— TASK TO COMPLETE —
The records that follow must be repeated exactly, minus the images.

[DATA PROVIDED Boundary: Start]

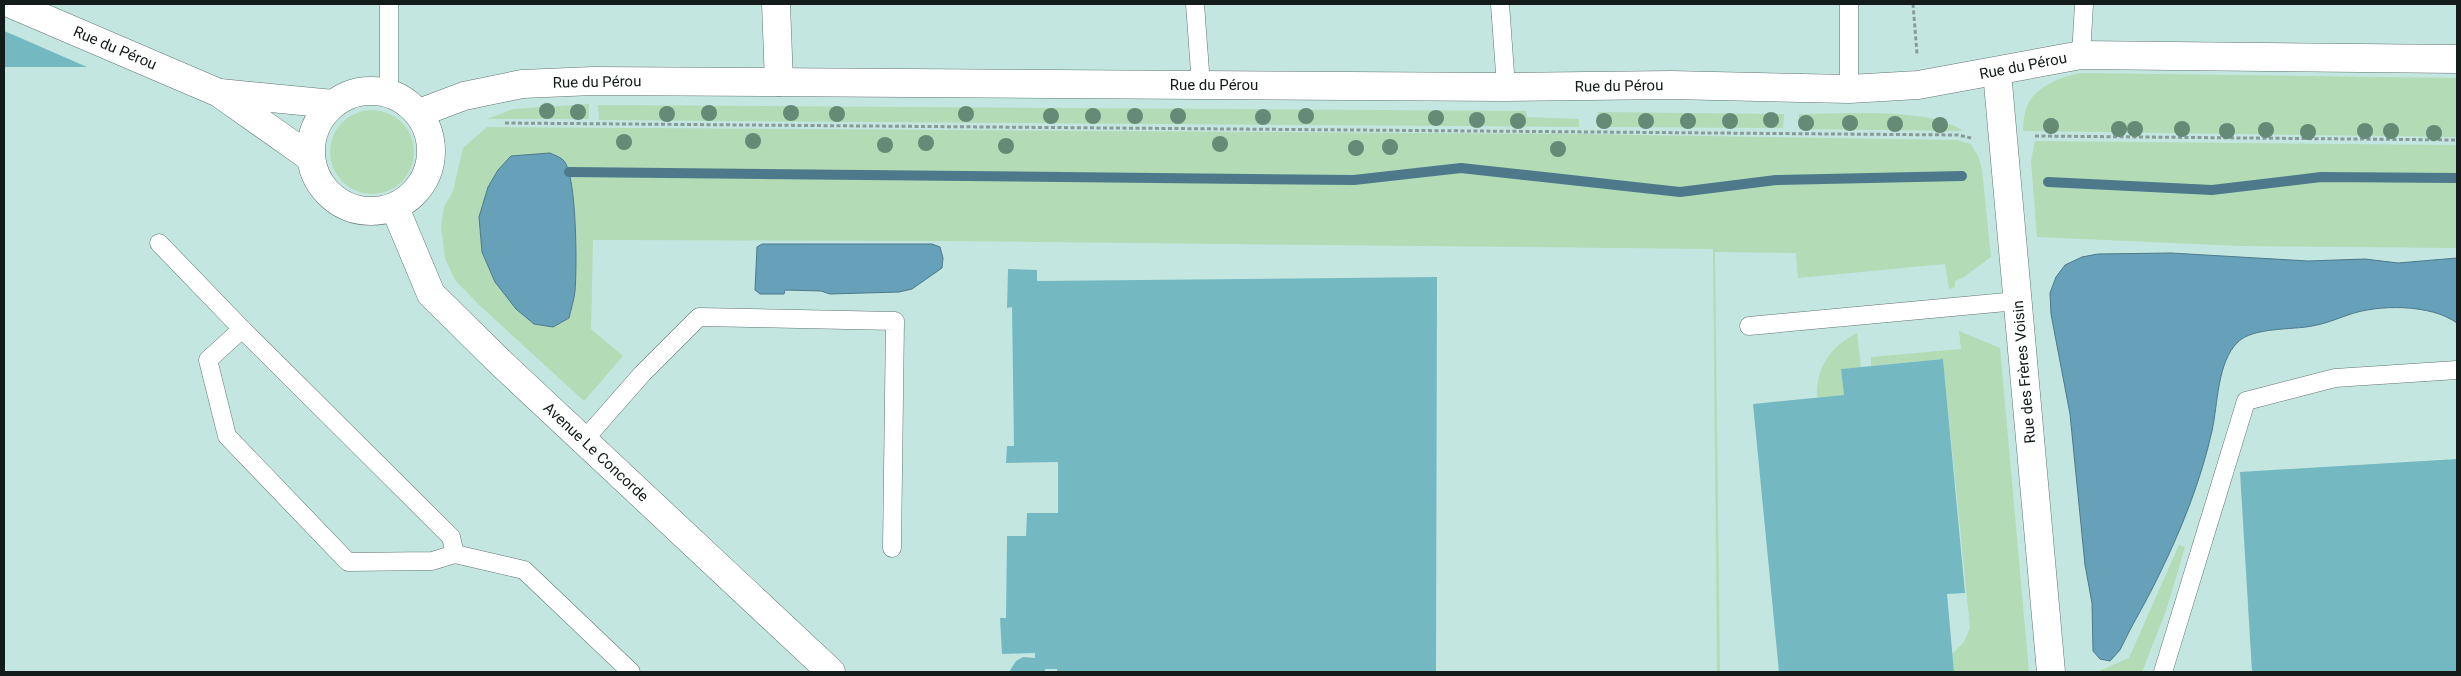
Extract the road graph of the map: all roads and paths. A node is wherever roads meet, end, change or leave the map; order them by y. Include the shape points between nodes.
1 (11, 4) edge
2 (389, 4) edge
3 (776, 4) edge
4 (1195, 4) edge
5 (1500, 4) edge
6 (1849, 4) edge
7 (1914, 4) edge
8 (2084, 4) edge
9 (43, 10) edge
10 (2081, 55) junction
11 (2457, 59) edge
12 (1997, 72) junction
13 (779, 82) junction
14 (1918, 84) junction
15 (1201, 85) junction
16 (1506, 88) junction
17 (1849, 89) junction
18 (219, 93) junction
19 (389, 93) junction
20 (333, 104) junction
21 (419, 113) junction
22 (504, 122) dead end
23 (2027, 136) dead end
24 (1975, 139) dead end
25 (2457, 140) edge
26 (311, 158) junction
27 (395, 208) junction
28 (159, 243) dead end
29 (2017, 301) junction
30 (1749, 326) dead end
31 (242, 329) junction
32 (2457, 370) edge
33 (584, 440) junction
34 (892, 548) dead end
35 (455, 554) junction
36 (631, 672) edge
37 (831, 672) edge
38 (2052, 672) edge
39 (2163, 672) edge

1 - 9 street, Rue du Pérou
2 - 19 lane
3 - 13 street
4 - 15 lane
5 - 16 lane
6 - 17 lane
7 - 14 path
8 - 10 lane
9 - 18 street, Rue du Pérou
10 - 11 street, Rue du Pérou
10 - 12 street, Rue du Pérou
12 - 14 street, Rue du Pérou
12 - 29 street, Rue des Frères Voisin
13 - 15 street, Rue du Pérou
13 - 21 street, Rue du Pérou via 671,80 522,84 464,96
14 - 17 street, Rue du Pérou
15 - 16 street, Rue du Pérou
16 - 17 street, Rue du Pérou via 1671,85
18 - 20 street, Rue du Pérou
18 - 26 street, Rue du Pérou
19 - 20 street via 369,91 350,94
19 - 21 street
20 - 26 street via 320,119
21 - 27 street via 428,130 432,148 430,167 423,184
22 - 24 path via 1563,130 1958,135
23 - 25 path
26 - 27 street via 317,180 331,197 351,209 373,212
27 - 33 street, Avenue Le Concorde via 431,294
28 - 31 lane
29 - 30 lane
29 - 38 street, Rue des Frères Voisin
31 - 35 lane via 451,537
31 - 35 lane via 208,360 227,436 348,562 432,561
32 - 39 lane via 2335,378 2246,402
33 - 34 lane via 642,374 699,317 895,321
33 - 37 street, Avenue Le Concorde
35 - 36 lane via 524,570

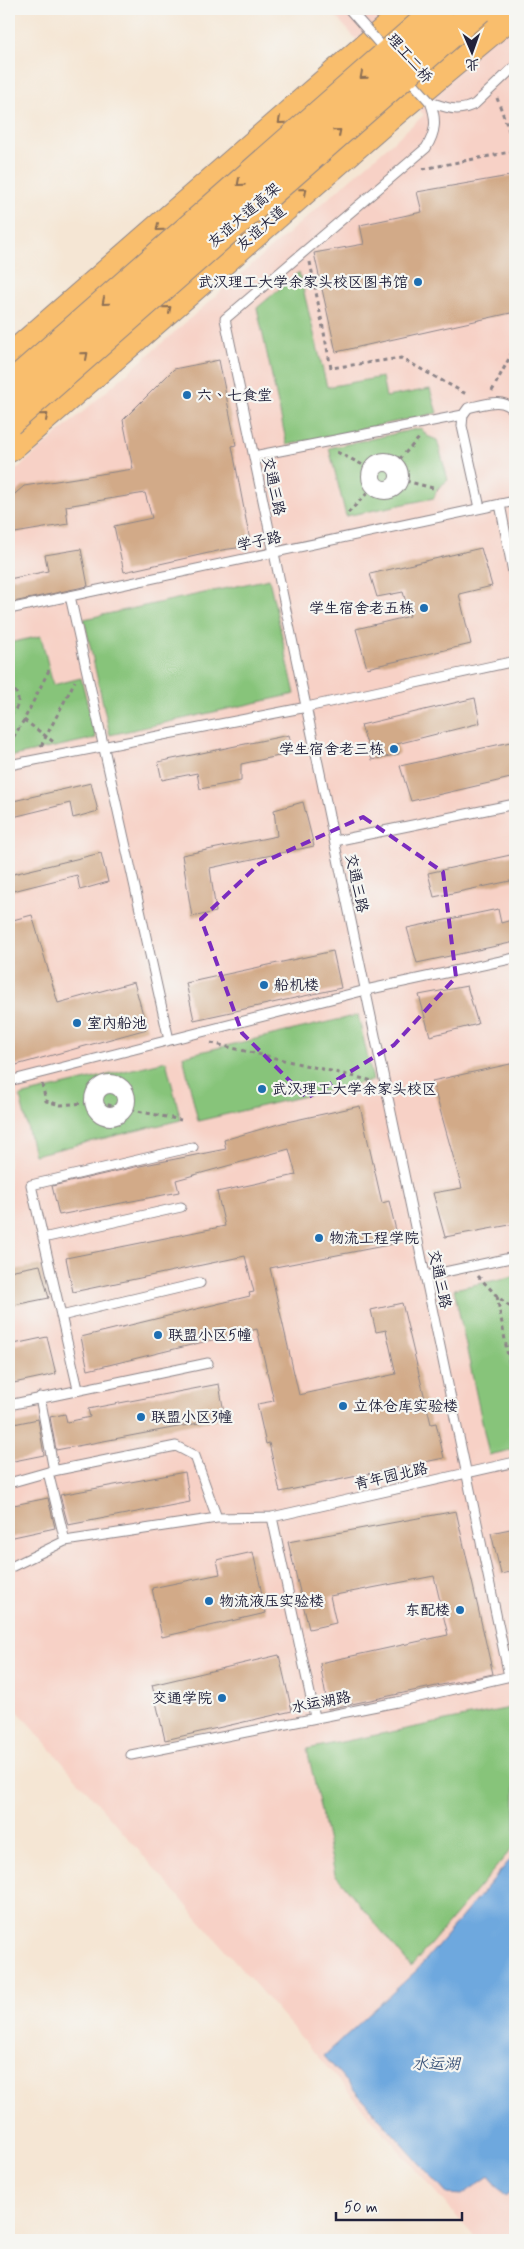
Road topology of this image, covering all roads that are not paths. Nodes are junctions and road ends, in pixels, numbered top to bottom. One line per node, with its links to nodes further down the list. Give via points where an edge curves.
1 (350, 9): 7 (lane, 理工二桥, bridge)
2 (410, 9): 8 (main road, one-way to 8)
3 (438, 9): 9 (main road, 友谊大道高架, one-way to 9, bridge)
4 (479, 9): 12 (main road, 友谊大道高架, one-way to 4, bridge)
5 (515, 11): 13 (main road, 友谊大道, one-way to 5, via 395,111)
6 (514, 68): 7 (lane, via 475,104 461,110)
7 (430, 102): 14 (lane, 交通三路, via 434,114 433,136 426,148 225,319)
8 (9, 359)
9 (9, 387)
10 (514, 410): 11 (lane, via 500,401 468,408)
11 (463, 415): 14 (lane); 18 (lane, via 462,426)
12 (9, 422)
13 (9, 448)
14 (254, 456): 19 (lane, 交通三路)
15 (396, 472): 15 (street, via 394,486 386,489 374,478 382,462)
16 (515, 501): 17 (lane, 学子路)
17 (500, 504): 18 (lane, 学子路); 20 (lane)
18 (480, 508): 19 (lane, 学子路)
19 (274, 552): 21 (lane, 学子路); 24 (lane, 交通三路)
20 (515, 583)
21 (70, 596): 22 (lane, 学子路); 25 (lane)
22 (9, 609)
23 (515, 661): 24 (lane)
24 (307, 708): 25 (lane); 28 (lane, 交通三路)
25 (104, 748): 26 (lane); 31 (lane)
26 (9, 765)
27 (515, 804): 28 (lane)
28 (335, 841): 30 (lane, 交通三路)
29 (515, 958): 30 (lane)
30 (366, 990): 31 (lane); 38 (lane, 交通三路)
31 (169, 1040): 32 (lane)
32 (9, 1081)
33 (123, 1109): 33 (street, via 116,1115 99,1111 94,1102 99,1089 108,1084 120,1087 126,1096)
34 (193, 1146): 36 (lane, via 31,1185)
35 (181, 1207): 36 (lane)
36 (43, 1238): 40 (lane)
37 (515, 1257): 38 (lane)
38 (426, 1276): 47 (lane, 交通三路)
39 (200, 1283): 40 (lane)
40 (61, 1316): 42 (lane)
41 (208, 1363): 42 (lane)
42 (78, 1390): 43 (lane)
43 (40, 1397): 44 (lane); 46 (lane)
44 (9, 1405)
45 (515, 1462): 47 (lane, 青年园北路)
46 (51, 1471): 48 (lane); 50 (lane, via 176,1446 195,1456); 51 (lane)
47 (467, 1473): 49 (lane, 青年园北路); 53 (lane, 交通三路)
48 (9, 1482)
49 (272, 1517): 50 (lane, 青年园北路); 54 (lane)
50 (217, 1518): 51 (lane, 青年园北路)
51 (65, 1540): 52 (lane, 青年园北路)
52 (9, 1568)
53 (512, 1676): 54 (lane, 水运湖路)
54 (315, 1717): 55 (lane, 水运湖路)
55 (132, 1754)

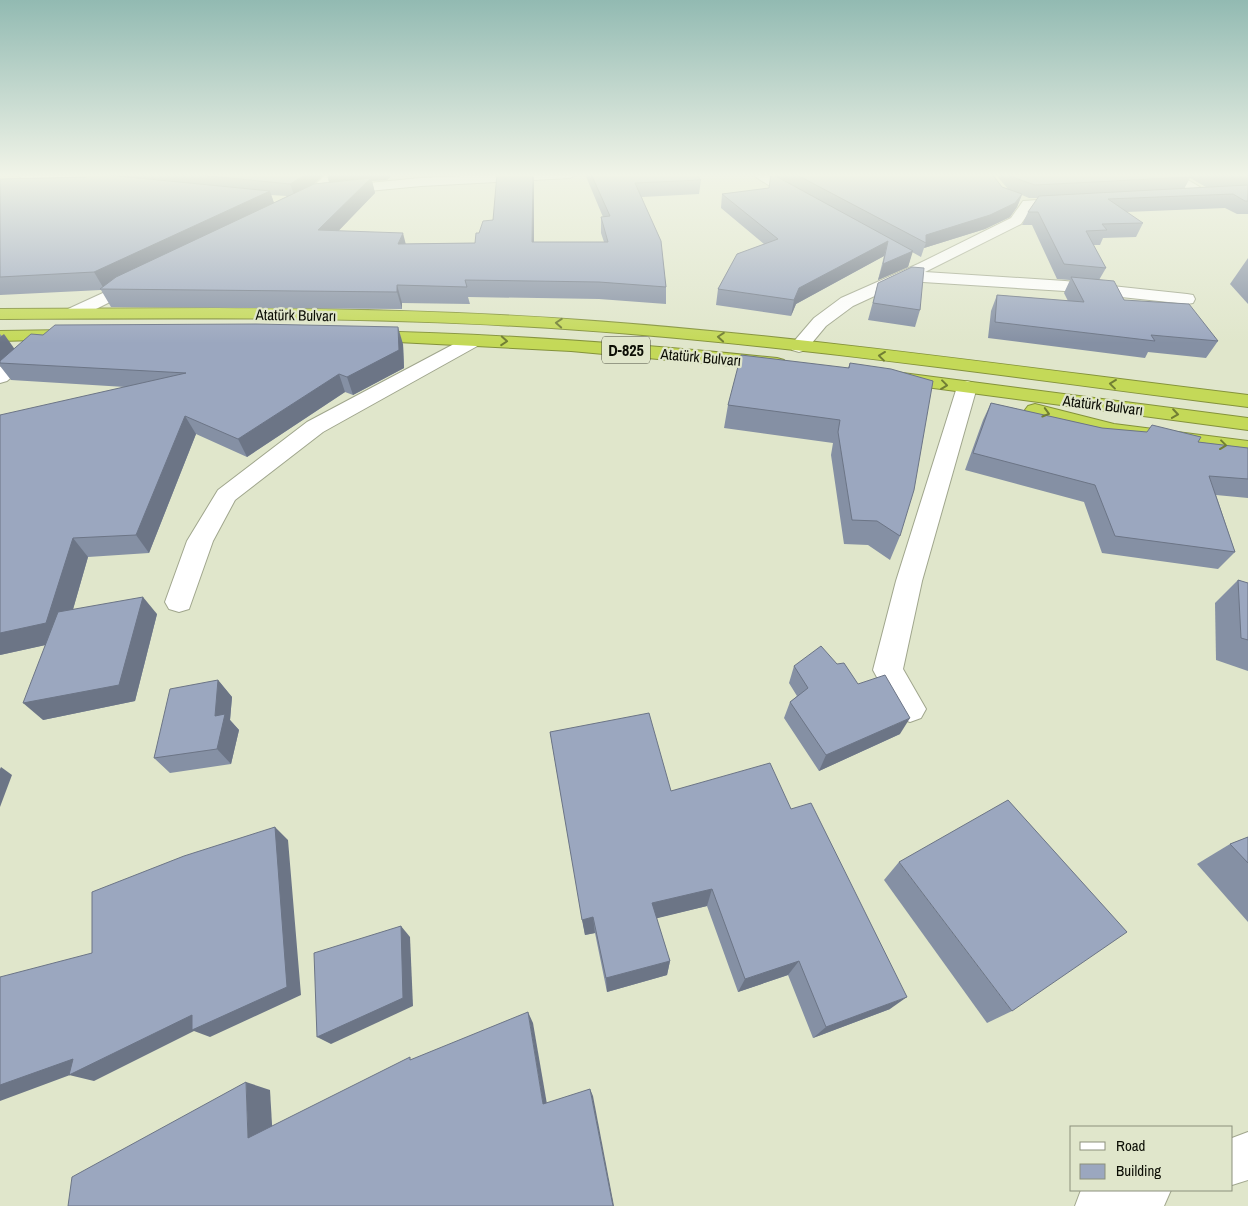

[DATA PROVIDED Boundary: End]

— ANSWER AREA —
Extract the road graph of the map: all roads and paths. A node is wherever roads meet, end, change or leave the map; order them by y. Include the shape points between nodes.
1 (11, 4) edge
2 (389, 4) edge
3 (776, 4) edge
4 (1195, 4) edge
5 (1500, 4) edge
6 (1849, 4) edge
7 (1914, 4) edge
8 (2084, 4) edge
9 (43, 10) edge
10 (2081, 55) junction
11 (2457, 59) edge
12 (1997, 72) junction
13 (779, 82) junction
14 (1918, 84) junction
15 (1201, 85) junction
16 (1506, 88) junction
17 (1849, 89) junction
18 (219, 93) junction
19 (389, 93) junction
20 (333, 104) junction
21 (419, 113) junction
22 (504, 122) dead end
23 (2027, 136) dead end
24 (1975, 139) dead end
25 (2457, 140) edge
26 (311, 158) junction
27 (395, 208) junction
28 (159, 243) dead end
29 (2017, 301) junction
30 (1749, 326) dead end
31 (242, 329) junction
32 (2457, 370) edge
33 (584, 440) junction
34 (892, 548) dead end
35 (455, 554) junction
36 (631, 672) edge
37 (831, 672) edge
38 (2052, 672) edge
39 (2163, 672) edge

1 - 9 street, Rue du Pérou
2 - 19 lane
3 - 13 street
4 - 15 lane
5 - 16 lane
6 - 17 lane
7 - 14 path
8 - 10 lane
9 - 18 street, Rue du Pérou
10 - 11 street, Rue du Pérou
10 - 12 street, Rue du Pérou
12 - 14 street, Rue du Pérou
12 - 29 street, Rue des Frères Voisin
13 - 15 street, Rue du Pérou
13 - 21 street, Rue du Pérou via 671,80 522,84 464,96
14 - 17 street, Rue du Pérou
15 - 16 street, Rue du Pérou
16 - 17 street, Rue du Pérou via 1671,85
18 - 20 street, Rue du Pérou
18 - 26 street, Rue du Pérou
19 - 20 street via 369,91 350,94
19 - 21 street
20 - 26 street via 320,119
21 - 27 street via 428,130 432,148 430,167 423,184
22 - 24 path via 1563,130 1958,135
23 - 25 path
26 - 27 street via 317,180 331,197 351,209 373,212
27 - 33 street, Avenue Le Concorde via 431,294
28 - 31 lane
29 - 30 lane
29 - 38 street, Rue des Frères Voisin
31 - 35 lane via 451,537
31 - 35 lane via 208,360 227,436 348,562 432,561
32 - 39 lane via 2335,378 2246,402
33 - 34 lane via 642,374 699,317 895,321
33 - 37 street, Avenue Le Concorde
35 - 36 lane via 524,570

Road topology of this image, covering all roads that are not paths. Nodes are junctions and road ends, in pixels, numbered top to bottom. One line per node, with its links to nodes further down the list. Give via points where an edge curves.
1 (350, 9): 7 (lane, 理工二桥, bridge)
2 (410, 9): 8 (main road, one-way to 8)
3 (438, 9): 9 (main road, 友谊大道高架, one-way to 9, bridge)
4 (479, 9): 12 (main road, 友谊大道高架, one-way to 4, bridge)
5 (515, 11): 13 (main road, 友谊大道, one-way to 5, via 395,111)
6 (514, 68): 7 (lane, via 475,104 461,110)
7 (430, 102): 14 (lane, 交通三路, via 434,114 433,136 426,148 225,319)
8 (9, 359)
9 (9, 387)
10 (514, 410): 11 (lane, via 500,401 468,408)
11 (463, 415): 14 (lane); 18 (lane, via 462,426)
12 (9, 422)
13 (9, 448)
14 (254, 456): 19 (lane, 交通三路)
15 (396, 472): 15 (street, via 394,486 386,489 374,478 382,462)
16 (515, 501): 17 (lane, 学子路)
17 (500, 504): 18 (lane, 学子路); 20 (lane)
18 (480, 508): 19 (lane, 学子路)
19 (274, 552): 21 (lane, 学子路); 24 (lane, 交通三路)
20 (515, 583)
21 (70, 596): 22 (lane, 学子路); 25 (lane)
22 (9, 609)
23 (515, 661): 24 (lane)
24 (307, 708): 25 (lane); 28 (lane, 交通三路)
25 (104, 748): 26 (lane); 31 (lane)
26 (9, 765)
27 (515, 804): 28 (lane)
28 (335, 841): 30 (lane, 交通三路)
29 (515, 958): 30 (lane)
30 (366, 990): 31 (lane); 38 (lane, 交通三路)
31 (169, 1040): 32 (lane)
32 (9, 1081)
33 (123, 1109): 33 (street, via 116,1115 99,1111 94,1102 99,1089 108,1084 120,1087 126,1096)
34 (193, 1146): 36 (lane, via 31,1185)
35 (181, 1207): 36 (lane)
36 (43, 1238): 40 (lane)
37 (515, 1257): 38 (lane)
38 (426, 1276): 47 (lane, 交通三路)
39 (200, 1283): 40 (lane)
40 (61, 1316): 42 (lane)
41 (208, 1363): 42 (lane)
42 (78, 1390): 43 (lane)
43 (40, 1397): 44 (lane); 46 (lane)
44 (9, 1405)
45 (515, 1462): 47 (lane, 青年园北路)
46 (51, 1471): 48 (lane); 50 (lane, via 176,1446 195,1456); 51 (lane)
47 (467, 1473): 49 (lane, 青年园北路); 53 (lane, 交通三路)
48 (9, 1482)
49 (272, 1517): 50 (lane, 青年园北路); 54 (lane)
50 (217, 1518): 51 (lane, 青年园北路)
51 (65, 1540): 52 (lane, 青年园北路)
52 (9, 1568)
53 (512, 1676): 54 (lane, 水运湖路)
54 (315, 1717): 55 (lane, 水运湖路)
55 (132, 1754)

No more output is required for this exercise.